Transmission dynamics of COVID-19
The pandemic of the Coronavirus disease 2019 (COVID-19), caused by severe acute respiratory syndrome coronavirus 2 (SARS-CoV-2), has been and will continue to be a challenge. Better understanding the dynamics of its spread can help meeting this challenge. A way to quantify the dynamics of an infectious disease is to determine specific epidemiological parameters. These include the reproductive number R, which stands for the number of secondary infections caused by one patient. For COVID-19, which can be asymptomatic, the number of missed cases is of special interest. Using phylodynamic methods, these parameters are quantified not only from incidence data, but mainly from the genetic sequence of isolated viruses.

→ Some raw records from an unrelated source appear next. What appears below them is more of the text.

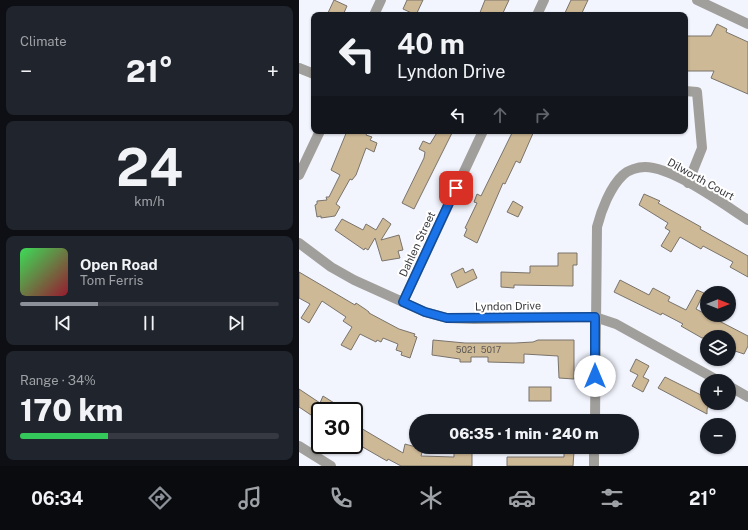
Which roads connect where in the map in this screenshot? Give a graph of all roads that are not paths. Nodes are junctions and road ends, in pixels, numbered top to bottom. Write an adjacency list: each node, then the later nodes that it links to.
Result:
1 (381, 0): 4 (street)
2 (544, 0): 5 (street)
3 (697, 0): 6 (street)
4 (375, 12)
5 (538, 12)
6 (748, 24)
7 (299, 68): 8 (street)
8 (311, 73)
9 (688, 91): 13 (street)
10 (319, 134): 12 (street)
11 (482, 134): 16 (street, Dahlen Street)
12 (299, 175)
13 (688, 183): 14 (street, Dilworth Court); 17 (street, Dilworth Court)
14 (748, 220)
15 (299, 243): 16 (street, Lyndon Drive)
16 (403, 302): 17 (street, Lyndon Drive)
17 (595, 317): 18 (street, Lyndon Drive); 21 (street, Dilworth Court)
18 (706, 374)
19 (736, 390): 20 (street)
20 (748, 397)
21 (595, 414)
22 (299, 446): 24 (street)
23 (594, 454): 25 (street)
24 (331, 466)
25 (594, 466)

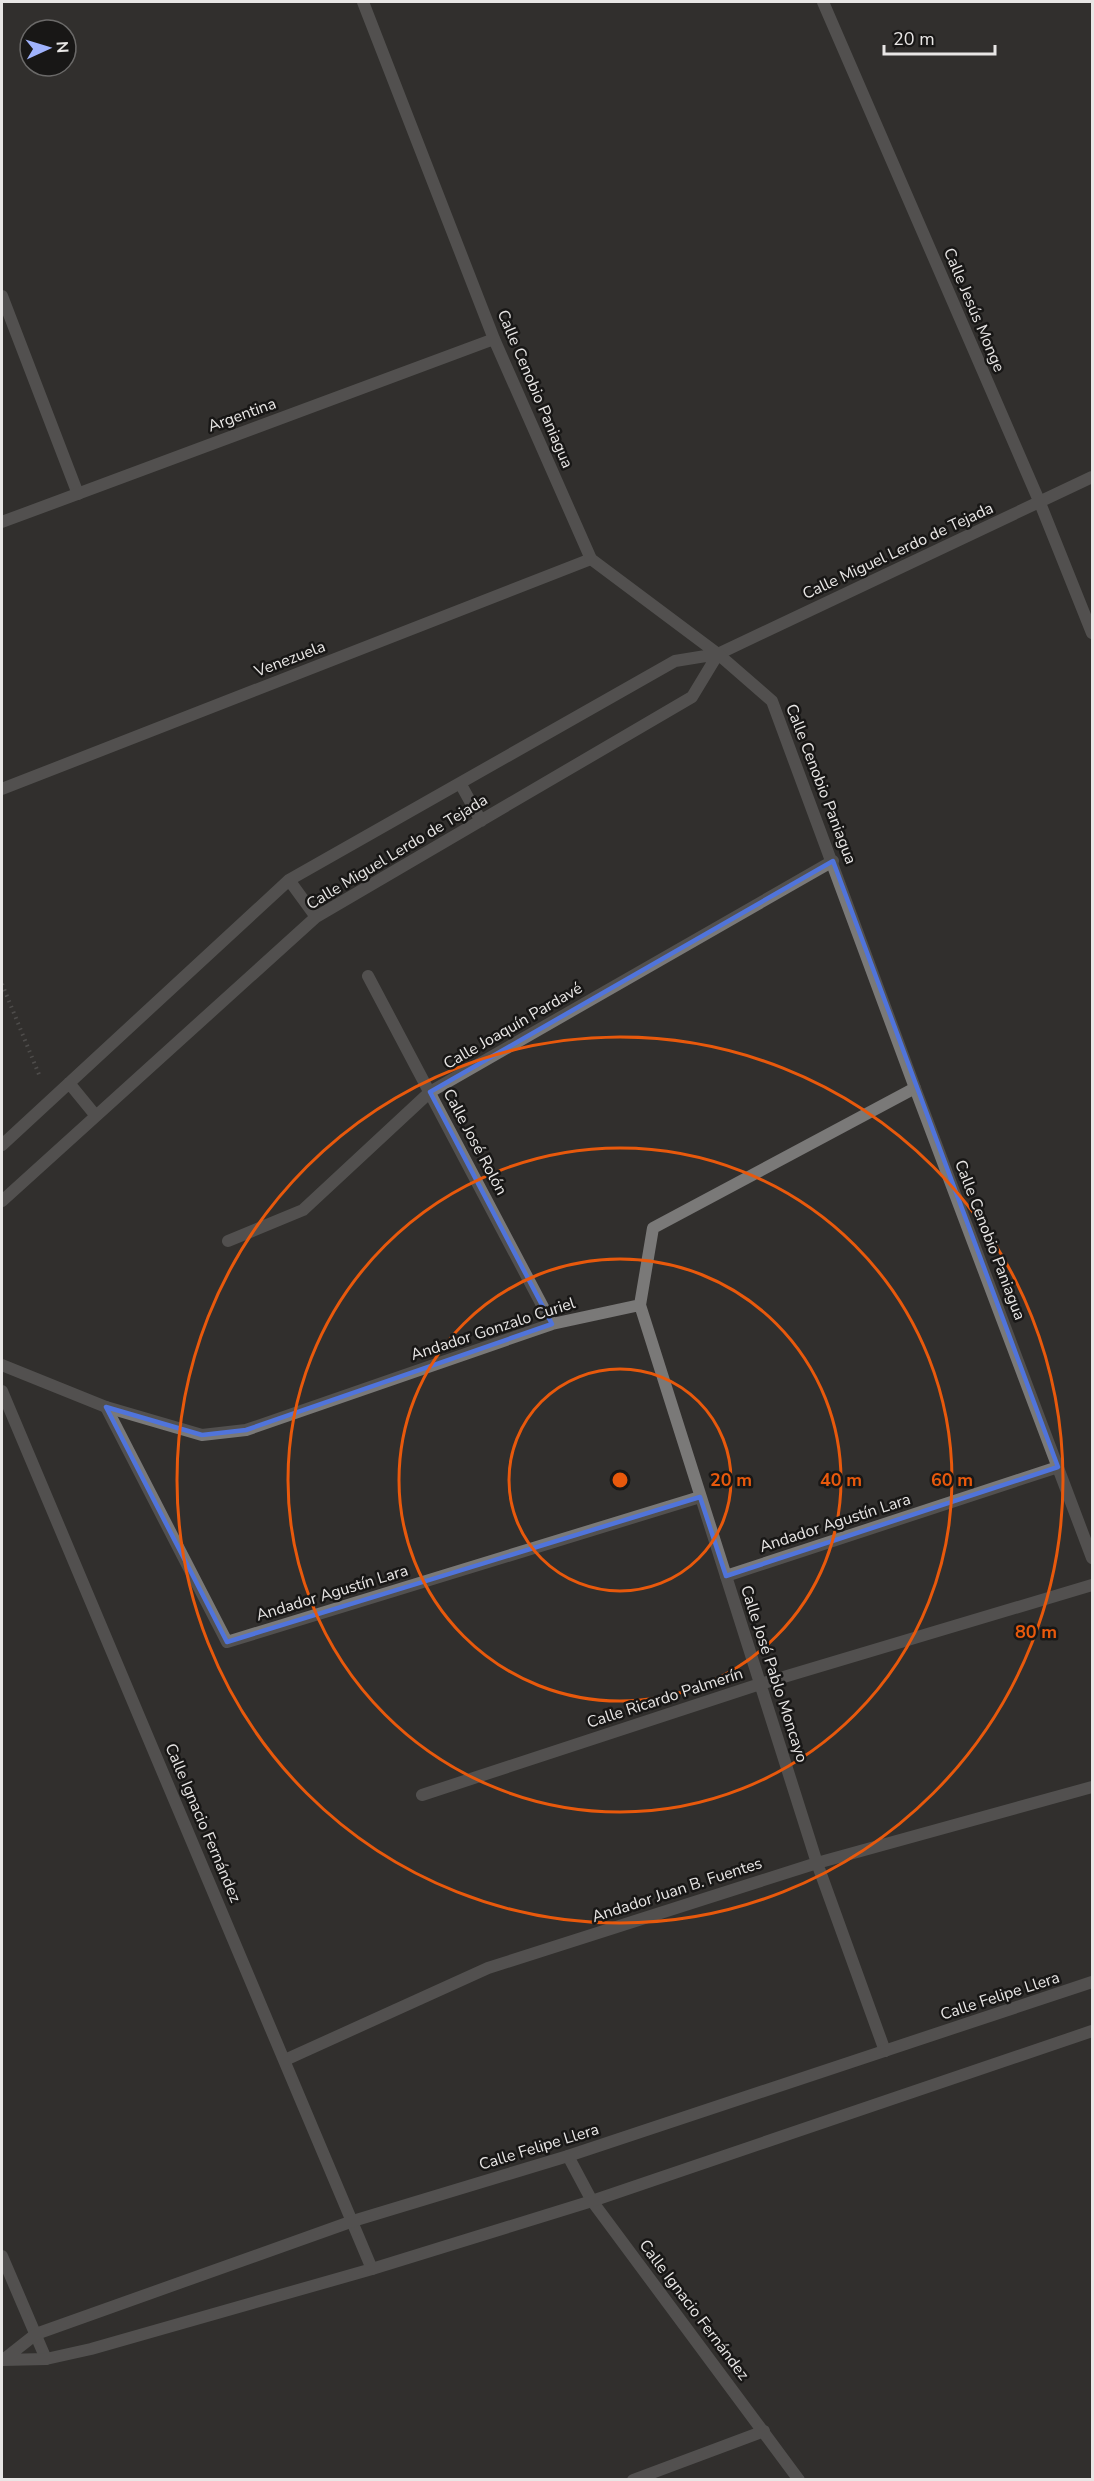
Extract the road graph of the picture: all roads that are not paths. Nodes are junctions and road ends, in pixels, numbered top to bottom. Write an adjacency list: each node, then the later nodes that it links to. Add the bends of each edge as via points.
1 (363, 2): 4 (street, Calle Cenobio Paniagua)
2 (823, 2): 7 (street, Calle Jesús Monge)
3 (2, 296): 6 (street)
4 (494, 339): 6 (street, Argentina); 9 (street, Calle Cenobio Paniagua)
5 (1092, 477): 7 (street, Calle Miguel Lerdo de Tejada)
6 (78, 494): 8 (street, Argentina)
7 (1040, 503): 10 (street, Calle Jesús Monge); 11 (street, Calle Miguel Lerdo de Tejada)
8 (2, 522)
9 (591, 559): 11 (street, Calle Cenobio Paniagua); 13 (street, Venezuela)
10 (1092, 633)
11 (718, 654): 12 (street, Calle Miguel Lerdo de Tejada, via 675,661); 14 (street, Calle Miguel Lerdo de Tejada, via 692,697); 15 (street, Calle Cenobio Paniagua, via 772,701)
12 (460, 783): 14 (street); 16 (street, Calle Miguel Lerdo de Tejada)
13 (2, 789)
14 (481, 821): 17 (street, Calle Miguel Lerdo de Tejada)
15 (833, 861): 20 (street, Calle Cenobio Paniagua); 21 (street, Calle Joaquín Pardavé)
16 (290, 880): 17 (street); 19 (street, Calle Miguel Lerdo de Tejada)
17 (316, 917): 22 (street, Calle Miguel Lerdo de Tejada)
18 (368, 976): 21 (street, Calle José Rolón)
19 (69, 1083): 22 (street); 23 (street, Calle Miguel Lerdo de Tejada)
20 (915, 1088): 26 (street, via 653,1228); 31 (street, Calle Cenobio Paniagua)
21 (430, 1092): 25 (street, Calle Joaquín Pardavé, via 303,1210); 27 (street, Calle José Rolón)
22 (96, 1116): 24 (street, Calle Miguel Lerdo de Tejada)
23 (2, 1145)
24 (2, 1201)
25 (228, 1241)
26 (640, 1305): 27 (street, Andador Gonzalo Curiel); 32 (street, Calle José Pablo Moncayo)
27 (552, 1324): 30 (street, Andador Gonzalo Curiel, via 246,1431 202,1435)
28 (2, 1365): 30 (street, Andador Gonzalo Curiel)
29 (2, 1391): 43 (street, Calle Ignacio Fernández)
30 (106, 1407): 32 (street, Andador Agustín Lara, via 227,1642)
31 (1058, 1467): 33 (street, Calle Cenobio Paniagua); 34 (street, Andador Agustín Lara)
32 (700, 1497): 34 (street, Calle José Pablo Moncayo)
33 (1092, 1558)
34 (726, 1576): 36 (street, Calle José Pablo Moncayo)
35 (1092, 1585): 36 (street, Calle Ricardo Palmerín)
36 (760, 1684): 38 (street, Calle Ricardo Palmerín); 39 (street, Calle José Pablo Moncayo)
37 (1092, 1787): 39 (street, Andador Juan B. Fuentes)
38 (422, 1795)
39 (817, 1863): 42 (street, Calle José Pablo Moncayo); 43 (street, Andador Juan B. Fuentes, via 488,1968)
40 (1092, 1982): 42 (street, Calle Felipe Llera)
41 (1092, 2031): 45 (street, Calle Felipe Llera)
42 (885, 2051): 44 (street, Calle Felipe Llera)
43 (285, 2060): 46 (street, Calle Ignacio Fernández)
44 (568, 2156): 45 (street, Calle Ignacio Fernández); 46 (street, Calle Felipe Llera)
45 (592, 2201): 48 (street, Calle Felipe Llera); 52 (street, Calle Ignacio Fernández)
46 (353, 2221): 48 (street, Calle Ignacio Fernández); 49 (street, Calle Felipe Llera)
47 (2, 2256): 49 (street)
48 (372, 2269): 51 (street, Calle Felipe Llera)
49 (36, 2334): 50 (street, Calle Felipe Llera); 51 (street)
50 (2, 2360): 51 (street, Calle Felipe Llera)
51 (46, 2360)
52 (764, 2432): 53 (street); 54 (street, Calle Ignacio Fernández)
53 (633, 2480)
54 (799, 2480)

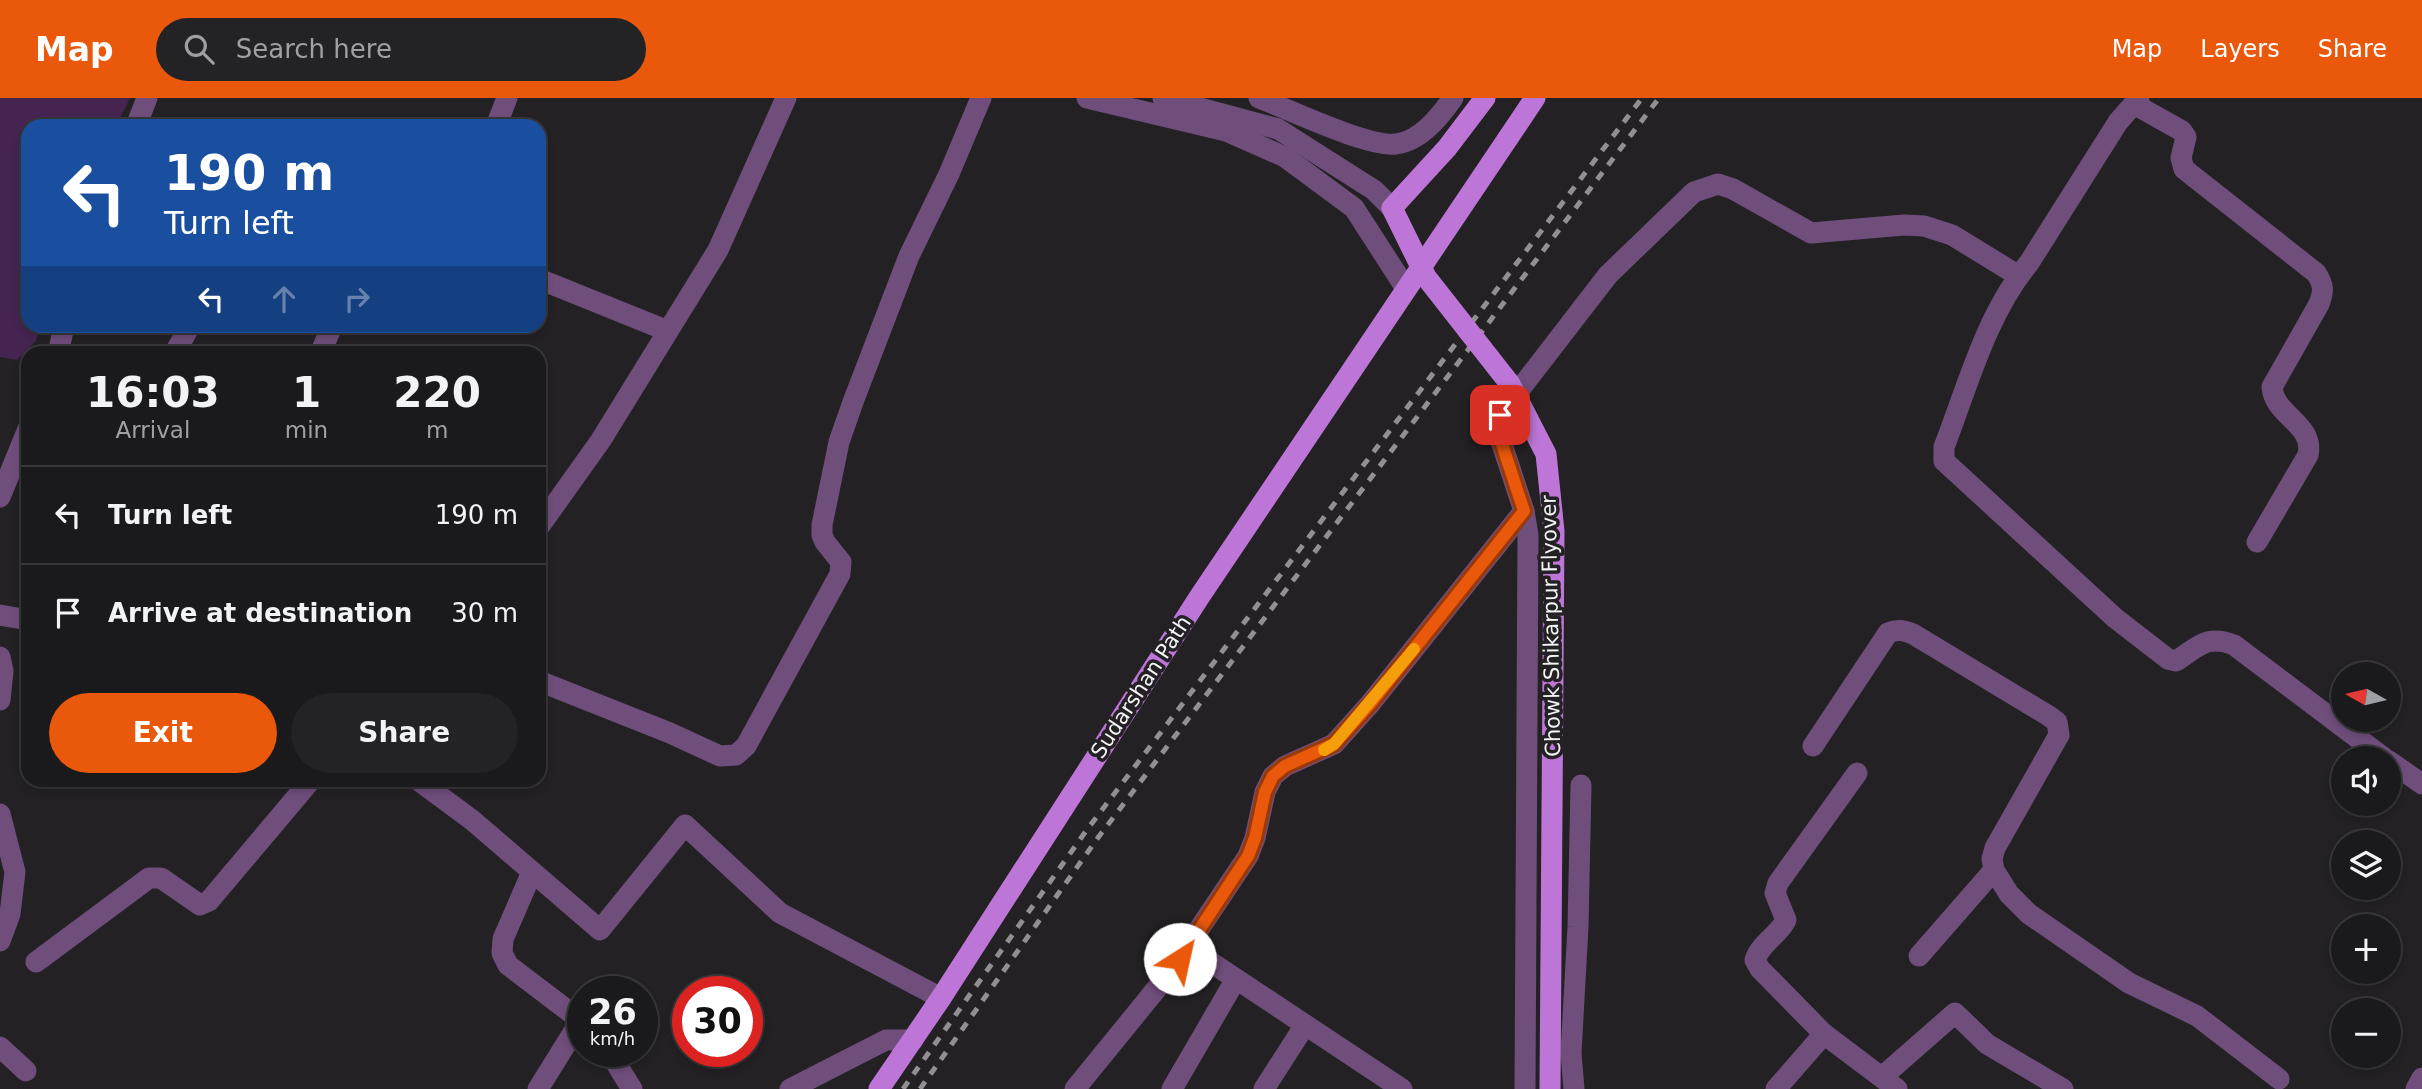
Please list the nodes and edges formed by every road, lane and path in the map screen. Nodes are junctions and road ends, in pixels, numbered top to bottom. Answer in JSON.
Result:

With this project, we quantify epidemiological parameters of the COVID-19 pandemic using birth-death models. A birth-death process describes the generation of a transmission tree forward in time through consecutive birth, death or sampling events. Under these models, we can determine three important epidemiological parameters: the effective reproductive number R_e, the recovery rate δ and the sampling proportion ψ, which gives a direct quantification of the number of missed cases. To learn more about the dynamics of COVID-19 we apply these methods to publicly available sequencing data from local outbreaks, which are epidemiologically linked, as well as region-wide data containing samples from many different transmission chains.